* DIRECTIONS FOR THIS TASK *
Scan the records for "text". Report each line that includes it.

Collection entries

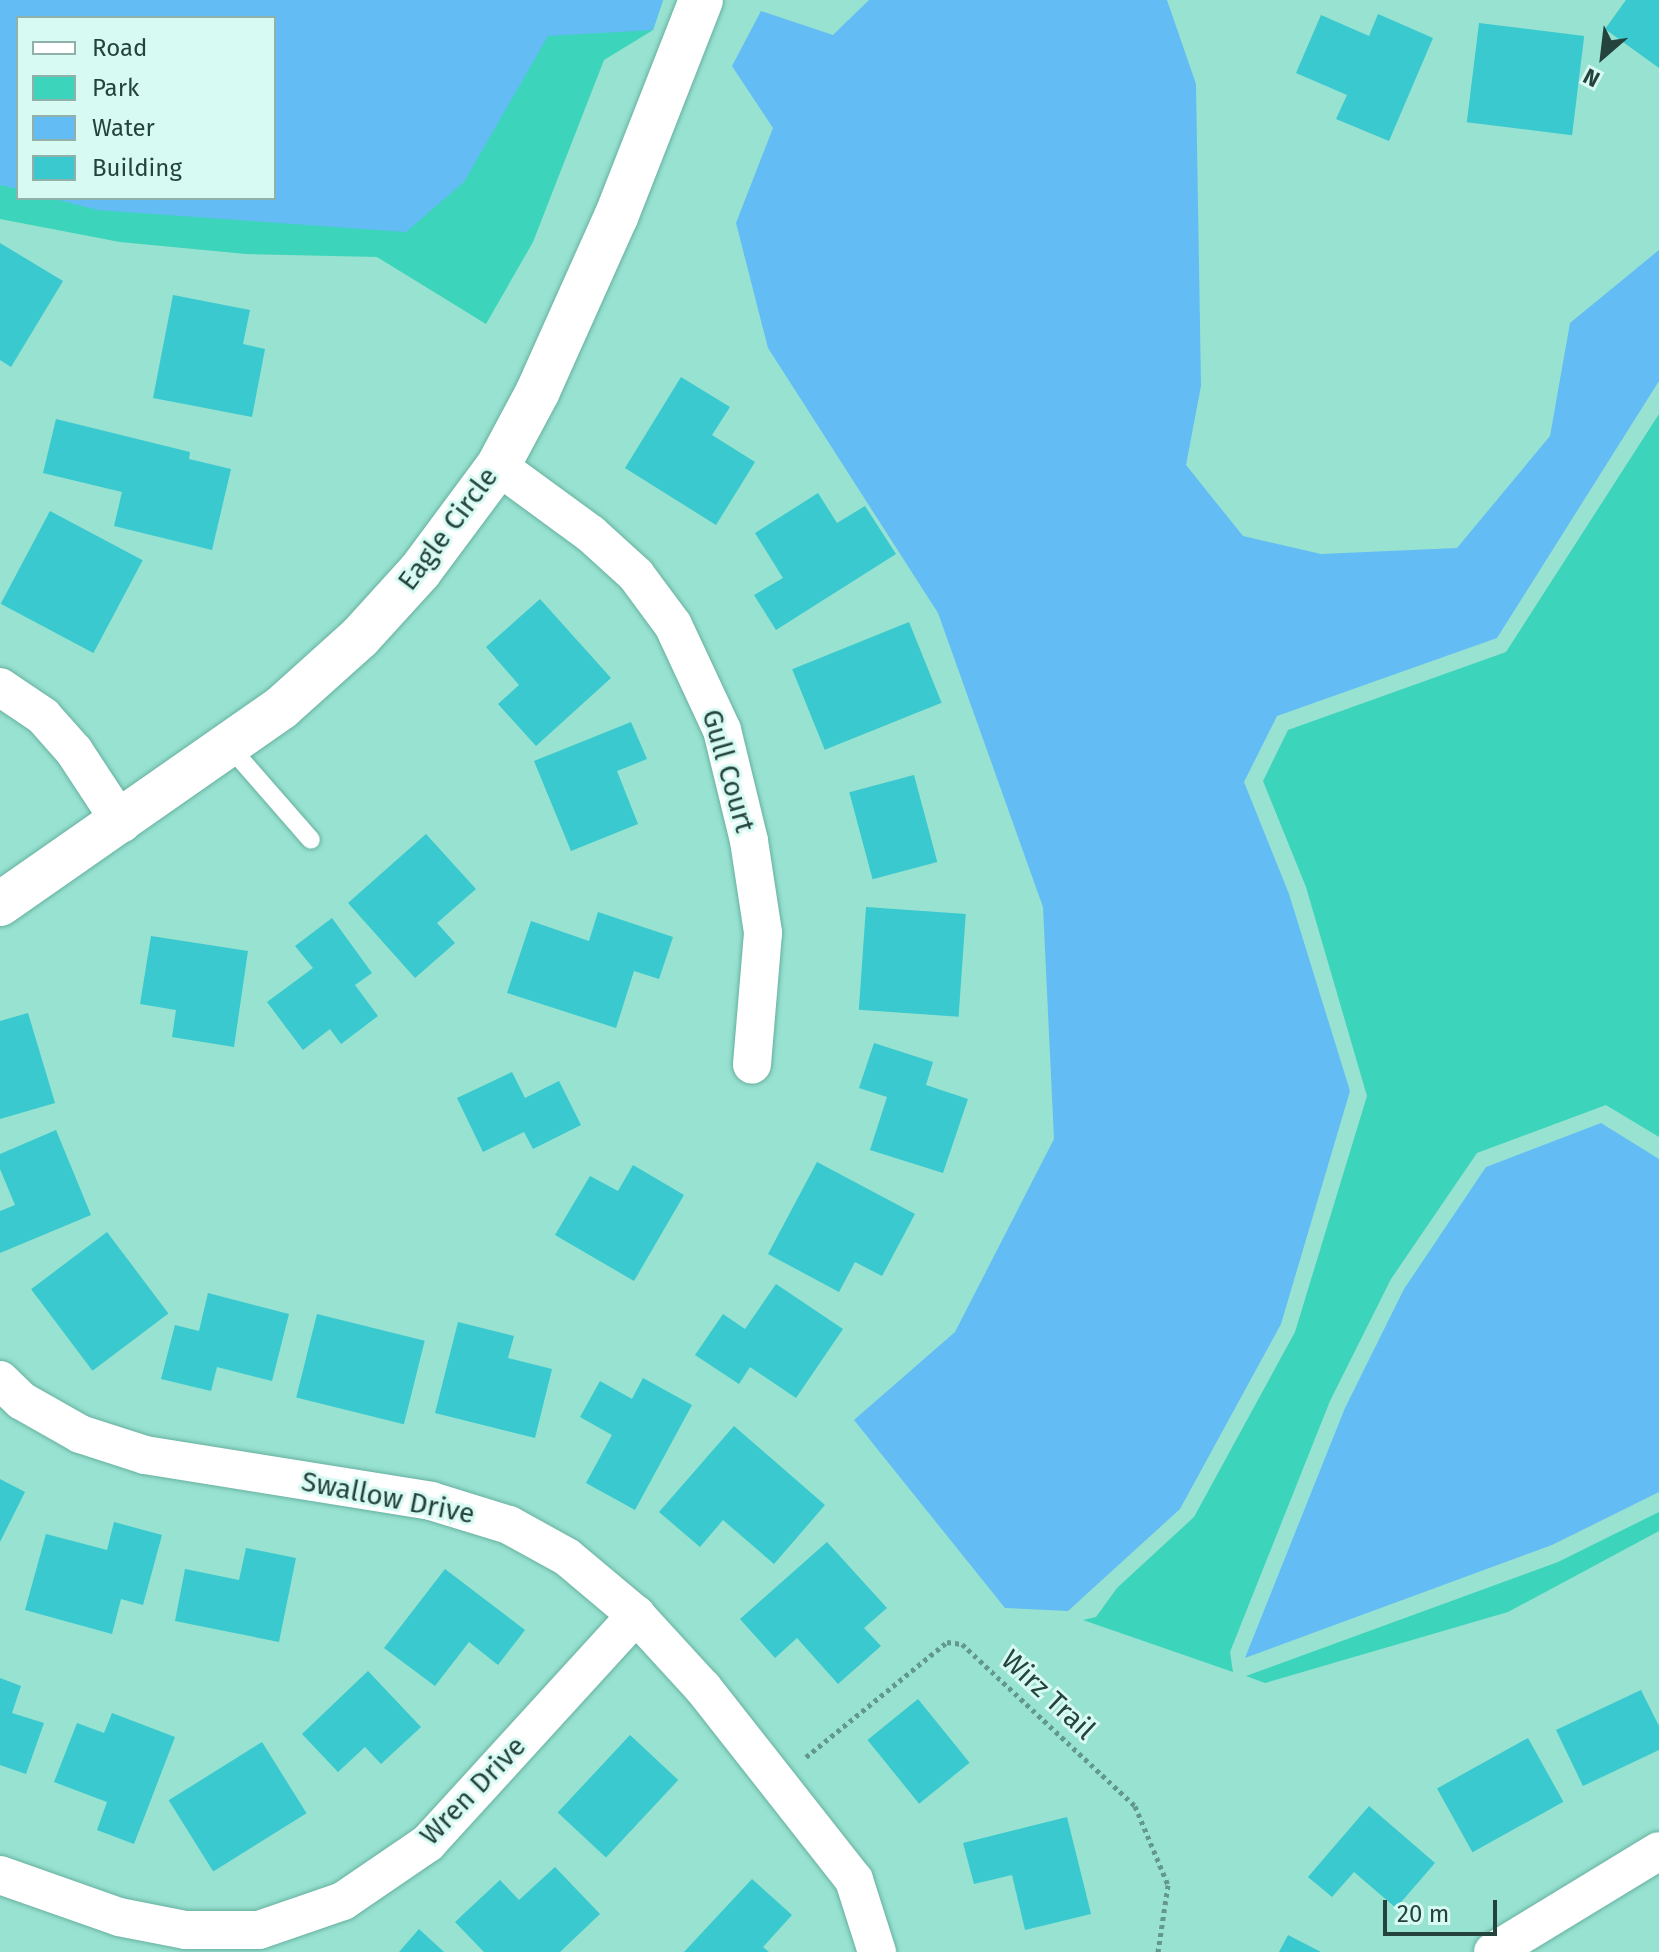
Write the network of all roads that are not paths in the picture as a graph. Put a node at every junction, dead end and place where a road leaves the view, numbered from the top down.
1 (701, 0) edge
2 (498, 466) junction
3 (0, 687) edge
4 (230, 747) junction
5 (122, 824) junction
6 (311, 840) dead end
7 (0, 904) edge
8 (752, 1065) dead end
9 (0, 1380) edge
10 (636, 1615) junction
11 (1659, 1851) edge
12 (0, 1875) edge
13 (877, 1952) edge
14 (1493, 1952) edge

1 - 2 street, Eagle Circle
2 - 4 street, Eagle Circle
2 - 8 street, Gull Court
3 - 5 street
4 - 5 street, Eagle Circle
4 - 6 lane
5 - 7 street, Eagle Circle
9 - 10 street, Swallow Drive
10 - 12 street, Wren Drive
10 - 13 street, Swallow Drive
11 - 14 street

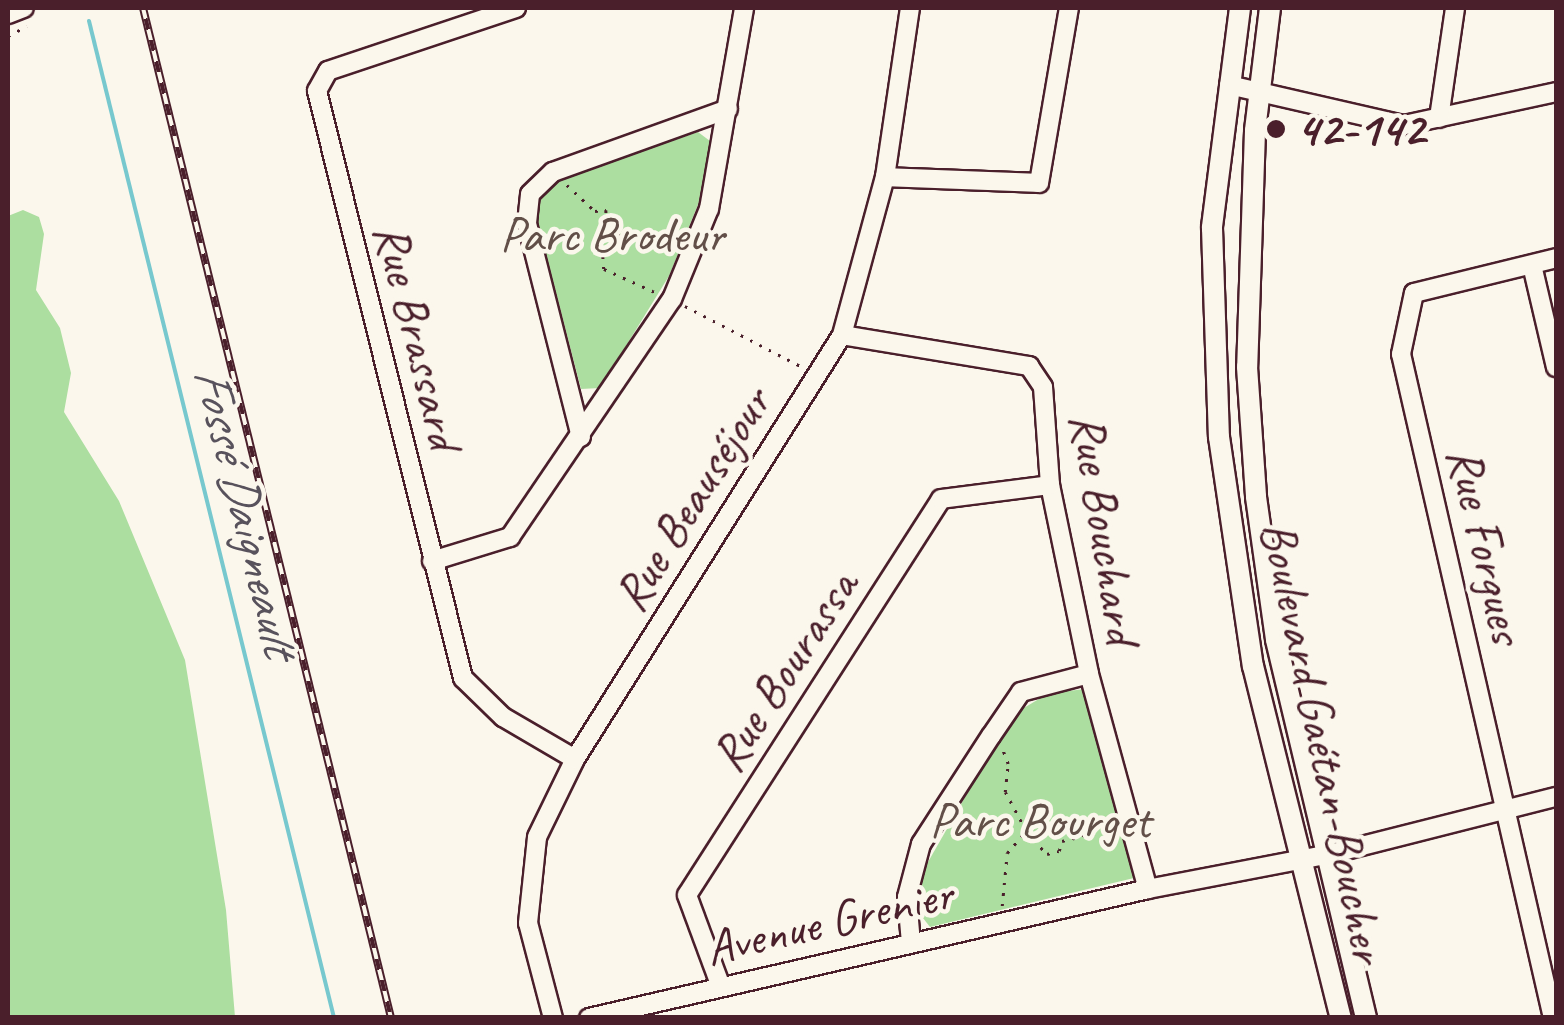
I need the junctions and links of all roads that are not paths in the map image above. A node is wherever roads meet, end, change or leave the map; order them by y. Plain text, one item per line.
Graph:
1 (24, 8) edge
2 (516, 8) edge
3 (744, 8) edge
4 (910, 8) edge
5 (1070, 8) edge
6 (1240, 8) edge
7 (1270, 8) edge
8 (1455, 8) edge
9 (8, 14) edge
10 (1229, 85) junction
11 (1556, 92) edge
12 (1260, 93) junction
13 (728, 109) junction
14 (1439, 118) junction
15 (885, 176) junction
16 (1556, 258) edge
17 (1532, 265) junction
18 (842, 335) junction
19 (1556, 366) edge
20 (581, 438) junction
21 (1050, 485) junction
22 (432, 561) junction
23 (1088, 674) junction
24 (576, 759) junction
25 (1556, 797) edge
26 (1506, 809) junction
27 (1330, 854) junction
28 (1302, 856) junction
29 (1148, 889) junction
30 (911, 943) junction
31 (721, 987) junction
32 (553, 1018) edge
33 (588, 1018) edge
34 (1341, 1018) edge
35 (1366, 1018) edge
36 (1553, 1018) edge

1 - 9 street
2 - 22 street, Rue Brassard
3 - 13 street
4 - 15 street, Rue Beauséjour
5 - 15 street
6 - 10 main road, Boulevard Gaétan-Boucher
7 - 12 main road, Boulevard Gaétan-Boucher
8 - 14 street
10 - 12 street
10 - 28 main road, Boulevard Gaétan-Boucher
11 - 14 street
12 - 14 street
12 - 27 main road, Boulevard Gaétan-Boucher
13 - 20 street
13 - 20 street
15 - 18 street, Rue Beauséjour
16 - 17 street, Rue Forgues
17 - 19 street
17 - 26 street, Rue Forgues
18 - 21 street, Rue Bouchard
18 - 24 street, Rue Beauséjour
20 - 22 street
21 - 23 street, Rue Bouchard
21 - 31 street, Rue Bourassa
22 - 24 street, Rue Brassard
23 - 29 street, Rue Bouchard
23 - 30 street
24 - 32 street, Rue Beauséjour
25 - 26 street, Avenue Grenier
26 - 27 street, Avenue Grenier
26 - 36 street, Rue Forgues
27 - 28 street, Avenue Grenier
27 - 35 main road, Boulevard Gaétan-Boucher
28 - 29 street, Avenue Grenier
28 - 34 main road, Boulevard Gaétan-Boucher
29 - 30 street, Avenue Grenier
30 - 31 street, Avenue Grenier
31 - 33 street, Avenue Grenier

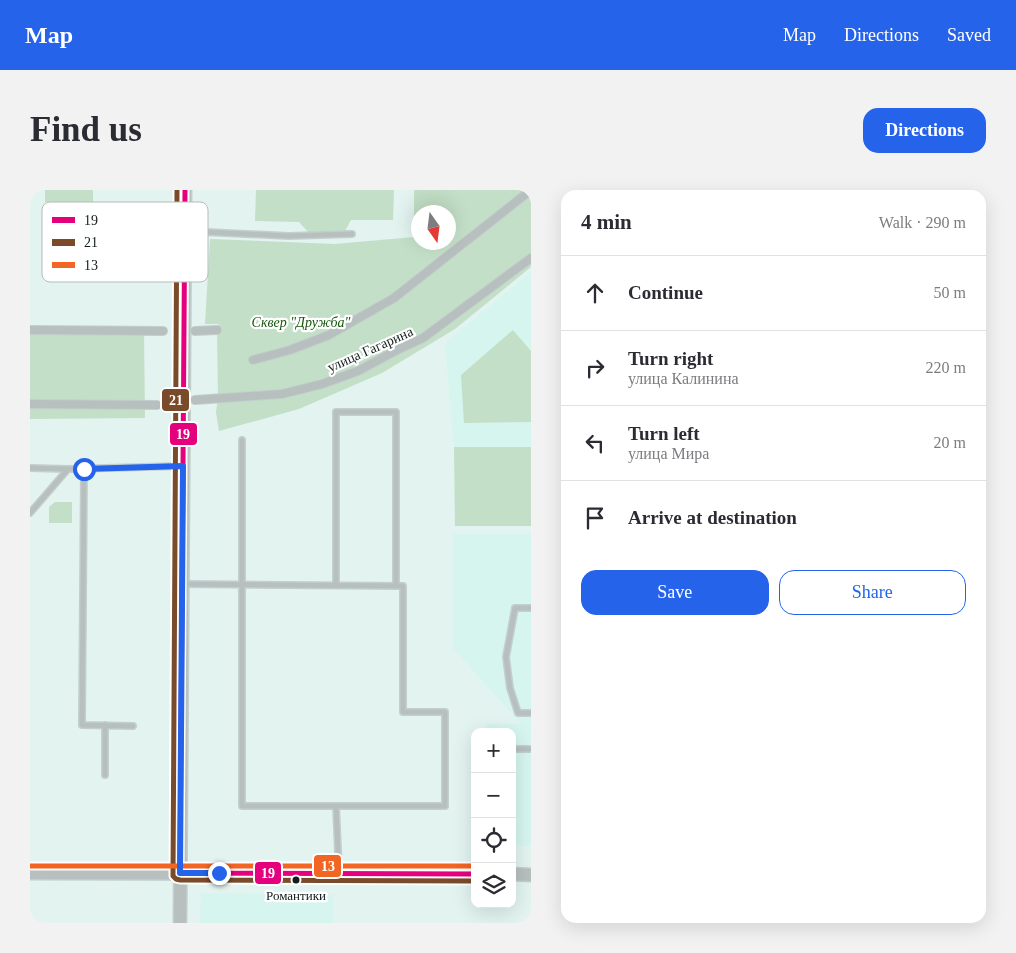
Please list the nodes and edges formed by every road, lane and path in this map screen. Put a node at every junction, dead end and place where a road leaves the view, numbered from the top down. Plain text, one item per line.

* ANSWER BOX *
I need the junctions and links of all roads that are not paths in the map image above. A node is wherever roads meet, end, change or leave the map; order them by y. Plain text, one item per line.
Please list the nodes and edges formed by every road, lane and path in this map screen. Put a node at every junction, dead end and place where a road leaves the view, numbered from the top down. Plain text, one item per line.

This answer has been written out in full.